Prior to that speech, Obama had been using the phrase "middle class" sparingly. He mentioned it only once during a 30-minute speech in Baltimore on June 12, did not use the phrase at all during his "private sector is doing fine" press conference on June 8, and again did not use the phrase once during a 38-minute appearance with former President Bill Clinton in New York on June 5.

"Middle class" was showing up an average of one to three times in Obama's average half-hour stump speech for all of May. Even in Obama's campaign kickoff events in Columbus, Ohio, and Richmond, Va., on May 5, he used the phrase four times in his 50-minute speech.

The president did use it more often in April: Nine times in an hour-long speech to the Associated Press on April 3, and seven times in a 34-minute April 10 speech on the economy in Boca Raton.

His highest incidence ever may have come when Obama said "middle class" nine times in 11 minutes while speaking about the "Buffet Rule" -- a move to raise taxes on wealthy individuals who make most of their income from investments -- at the White House on April 11.

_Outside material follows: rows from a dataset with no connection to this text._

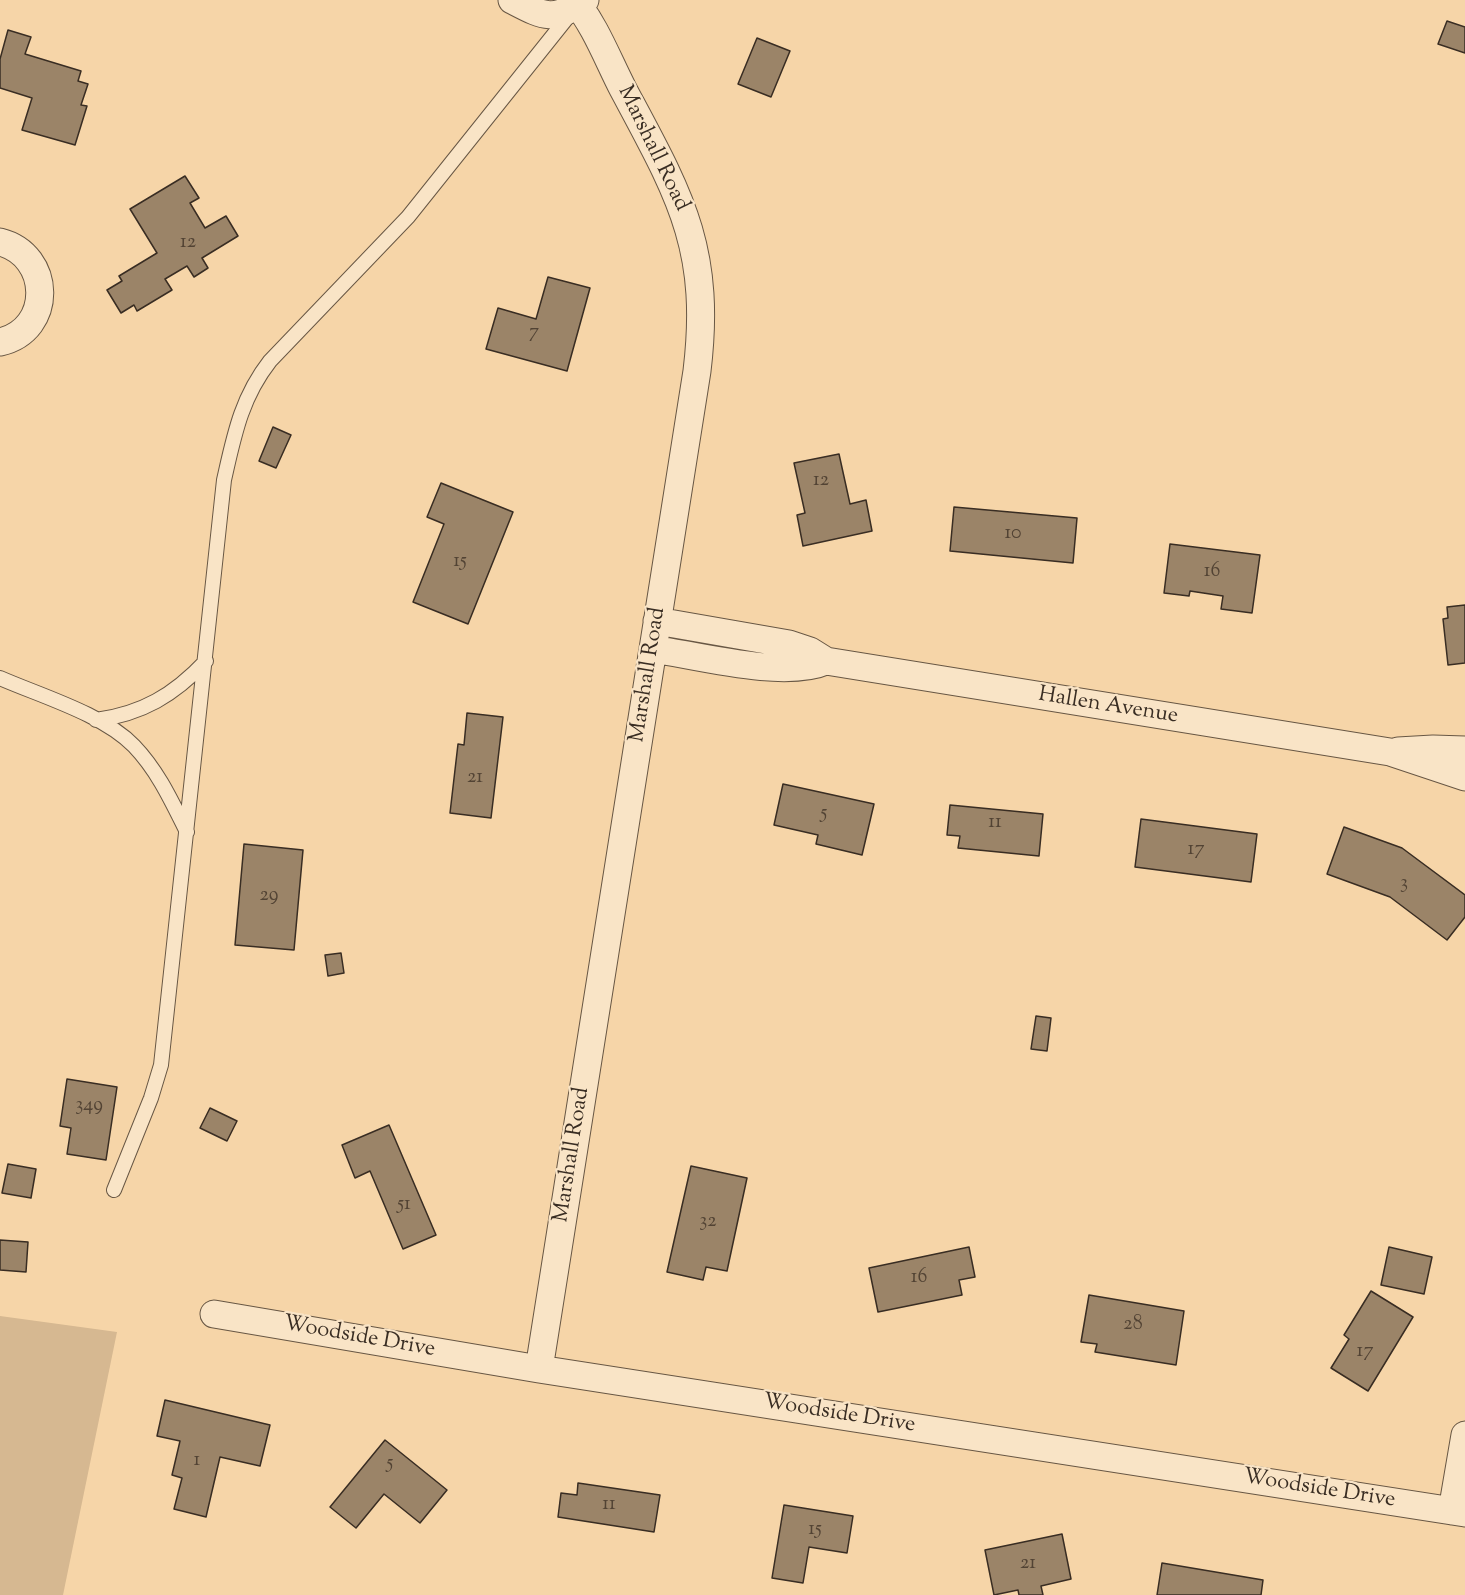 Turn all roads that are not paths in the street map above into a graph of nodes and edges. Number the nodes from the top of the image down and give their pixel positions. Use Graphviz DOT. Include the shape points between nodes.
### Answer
graph roads {
  1 [pos="512,0"];
  2 [pos="579,2"];
  3 [pos="0,242"];
  4 [pos="0,342"];
  5 [pos="657,621"];
  6 [pos="653,649"];
  7 [pos="206,661"];
  8 [pos="826,661"];
  9 [pos="0,678"];
  10 [pos="96,720"];
  11 [pos="1465,750"];
  12 [pos="1390,752"];
  13 [pos="1465,777"];
  14 [pos="187,832"];
  15 [pos="114,1190"];
  16 [pos="214,1314"];
  17 [pos="539,1369"];
  18 [pos="1465,1436"];
  19 [pos="1459,1512"];
  1 -- 2 [label="street" via="545,16 559,14"];
  2 -- 5 [label="street, Marshall Road" via="674,186 690,226 699,272 700,345"];
  2 -- 7 [label="lane" via="408,217 256,379 237,418 224,480"];
  3 -- 4 [label="street" via="17,249 30,261 41,292 30,324 17,336"];
  5 -- 6 [label="street, Marshall Road"];
  5 -- 8 [label="street, Hallen Avenue" via="789,644"];
  6 -- 8 [label="street, Hallen Avenue" via="784,669"];
  6 -- 17 [label="street, Marshall Road"];
  7 -- 10 [label="lane" via="179,687 150,705 120,717"];
  7 -- 14 [label="lane"];
  8 -- 12 [label="street, Hallen Avenue"];
  9 -- 10 [label="lane"];
  10 -- 14 [label="lane" via="134,745 152,768"];
  11 -- 12 [label="street, Hallen Avenue"];
  12 -- 13 [label="street, Hallen Avenue"];
  14 -- 15 [label="lane" via="161,1065"];
  16 -- 17 [label="street, Woodside Drive"];
  17 -- 19 [label="street, Woodside Drive"];
  18 -- 19 [label="street"];
} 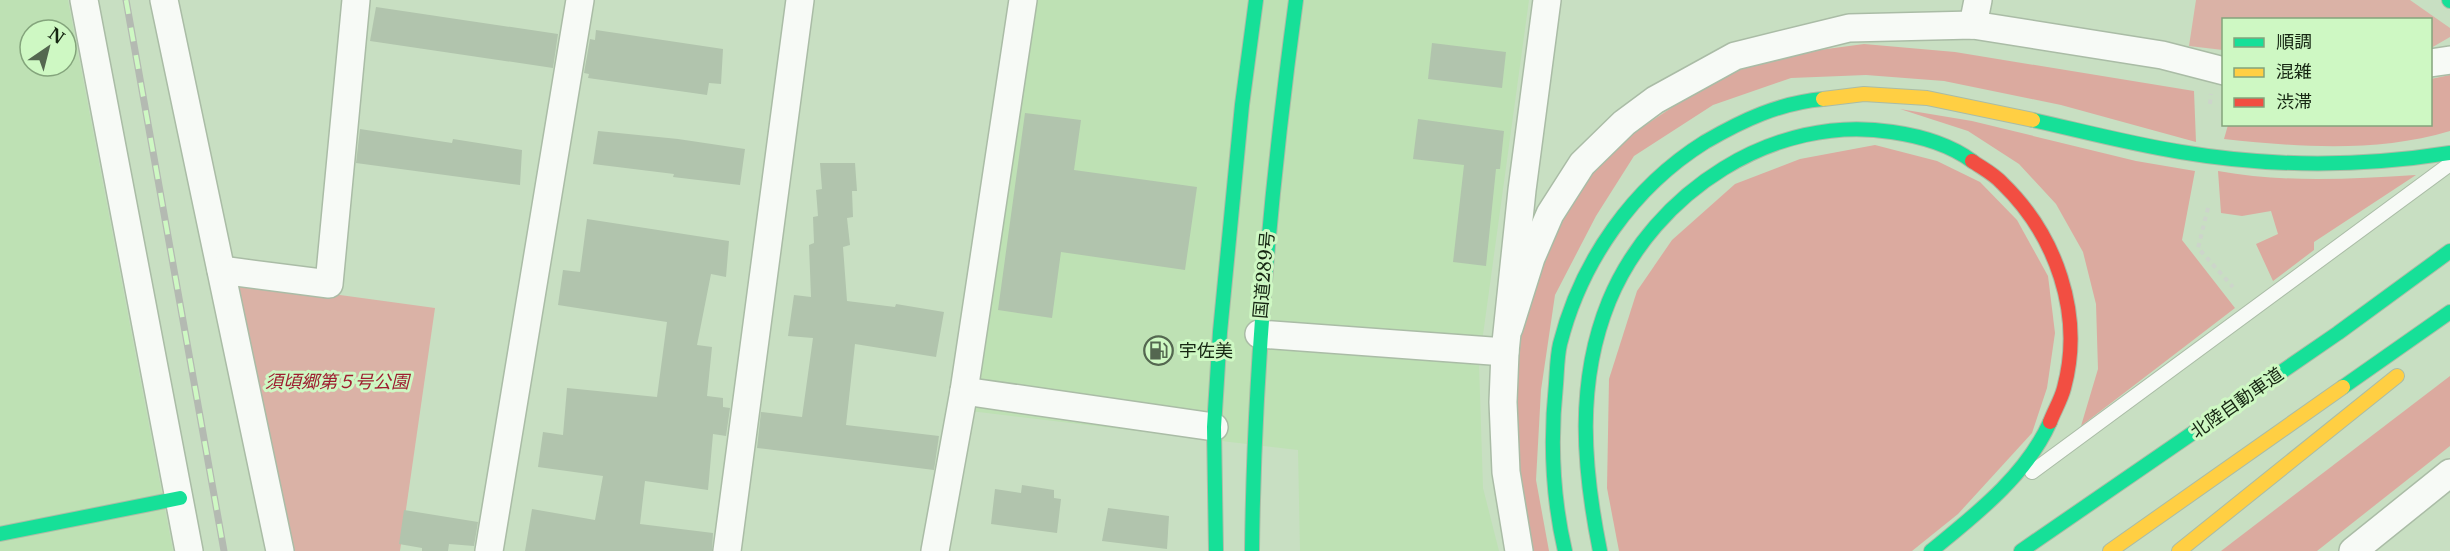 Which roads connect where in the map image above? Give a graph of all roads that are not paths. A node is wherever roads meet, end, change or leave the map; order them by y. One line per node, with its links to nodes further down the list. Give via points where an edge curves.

But then, through a series of fundraisers in May and early June in California, Florida, New York and Chicago, the phrase disappeared for the most part. It then came roaring back on June 14 in Cleveland.

Since then, Obama has used the phrase at least five times in every campaign speech. In 11 speeches over the last two weeks, beginning with his July 5-6 swing through Ohio and Pennsylvania, he has used the phrase 116 times, an average of 10.5 times per appearance. He's also started talking about the economy growing from "the middle out," another way of saying "bottom up" that again hammers home the "middle" rhetoric.

Obama campaign spokesman Ben LaBolt declined to comment on the fluctuation in the president's rate of usage, but said the reelection campaign has "always thought that the essential question voters were asking during this election was, 'Who's got the best vision to restore economic security for the middle class, which had begun to slip away even before the economic crisis?'"

The middle class "will be a focal point every day in the weeks and months ahead," LaBolt said in an email to The Huffington Post.

For Romney, the focus on the middle class in his speeches has been more recent, according to a review of the prepared remarks sent out by his campaign ahead of his more formal speeches.

The day after Obama's June 14 speech in Cleveland, Romney used the phrase four times when he spoke in Stratham, N.H., to kick off a five-day bus tour. Prior to that, the former Massachusetts governor had mentioned the "middle class" a total of three times in seven speeches between April 4 and June 7.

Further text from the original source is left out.